Not only has my dad given his life to love and support his family, to train his children to be decent and proper God-fearing women and business women. He taught us to think for ourselves and if we could dream it we could find a way to make it happen (if its God will). He (and my mom) have undoubtedly supported everything we have done WITHOUT QUESTION! But there is a another deeper level to this whole new situation. My dad had basically died, and was given the chance to come back.... and he chose to do it-- PURELY FOR HIS FAMILY! He was already in heaven before Our Father God, in paradise! He chose to come back to this world of disease, pain, suffering. He has stuck in there with us FOR US! He is truly going through an ordeal FOR US! My daddy loves us! I mean if you've read the blog you've seen all the dismal reports of heart attack, and recovery, infection and blood clots, kidney issues, UTI and bowel infections, and he will undergo intense and probably painful physical, occupational, and speech therapy, stemming all for his love for us and not wanting to "leave us hanging." I truly love my father and I am now understanding the life of sacrifice he lives on SO MANY LEVELS!

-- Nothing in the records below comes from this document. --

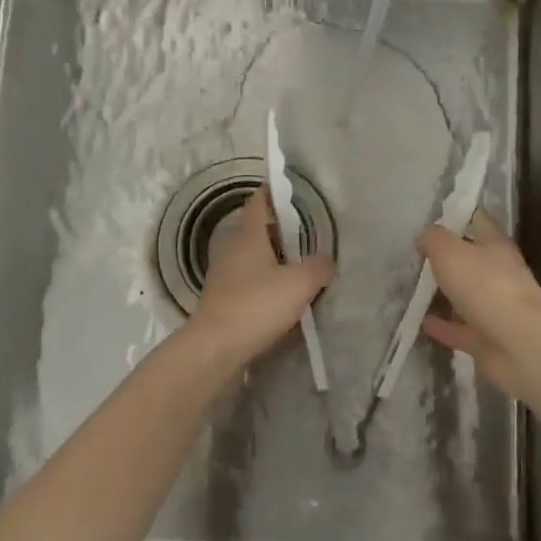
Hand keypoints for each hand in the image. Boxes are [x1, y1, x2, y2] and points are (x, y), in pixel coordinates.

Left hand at [190, 187, 334, 368]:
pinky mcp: (223, 301)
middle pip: (259, 230)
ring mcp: (224, 276)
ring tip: (303, 267)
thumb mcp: (299, 283)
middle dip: (283, 230)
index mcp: (249, 236)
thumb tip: (326, 261)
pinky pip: (250, 282)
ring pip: (254, 258)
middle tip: (311, 234)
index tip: (294, 190)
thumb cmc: (256, 306)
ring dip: (275, 259)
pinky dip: (267, 283)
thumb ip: (318, 267)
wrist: (215, 349)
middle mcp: (232, 249)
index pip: (260, 202)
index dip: (275, 192)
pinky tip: (285, 298)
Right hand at [418, 209, 540, 396]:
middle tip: (421, 253)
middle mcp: (500, 274)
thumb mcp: (451, 252)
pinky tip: (423, 323)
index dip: (461, 213)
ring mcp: (497, 309)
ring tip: (418, 288)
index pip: (479, 220)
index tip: (438, 212)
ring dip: (448, 293)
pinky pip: (462, 329)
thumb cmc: (486, 287)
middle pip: (474, 260)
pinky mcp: (489, 340)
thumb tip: (425, 235)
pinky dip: (445, 326)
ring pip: (468, 296)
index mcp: (496, 246)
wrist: (519, 345)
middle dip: (451, 256)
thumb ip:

The Lord further revealed to me.... This is the same kind of sacrifice He has done for us. He left eternity to come down to earth and SUFFER through this life and even die for us so we can have the chance (if we freely accept it) to be with Him in heaven when we leave our world of pain and suffering and disease (dis-ease) on Earth. He said to make sure your readers know how to get to me. Its easy and the best decision you can make. I say decision because as always you are free to take it or leave it. No one will force you. But, if your are interested say this prayer aloud:
Lord Jesus, forgive me of all my sins, wash me in your Holy Blood. I believe Jesus Christ died on the cross for me, and was buried and raised on the third day by the Father. I open the door to my heart to receive the Lord Jesus Christ in to my heart as my Lord and Savior. I claim healing mentally, physically, spiritually, emotionally and financially. Thank you Lord for saving me! I pray You save my family and direct me to a church home that will teach me Your will for me in my life, and how to live for You! In Jesus' name I pray, AMEN!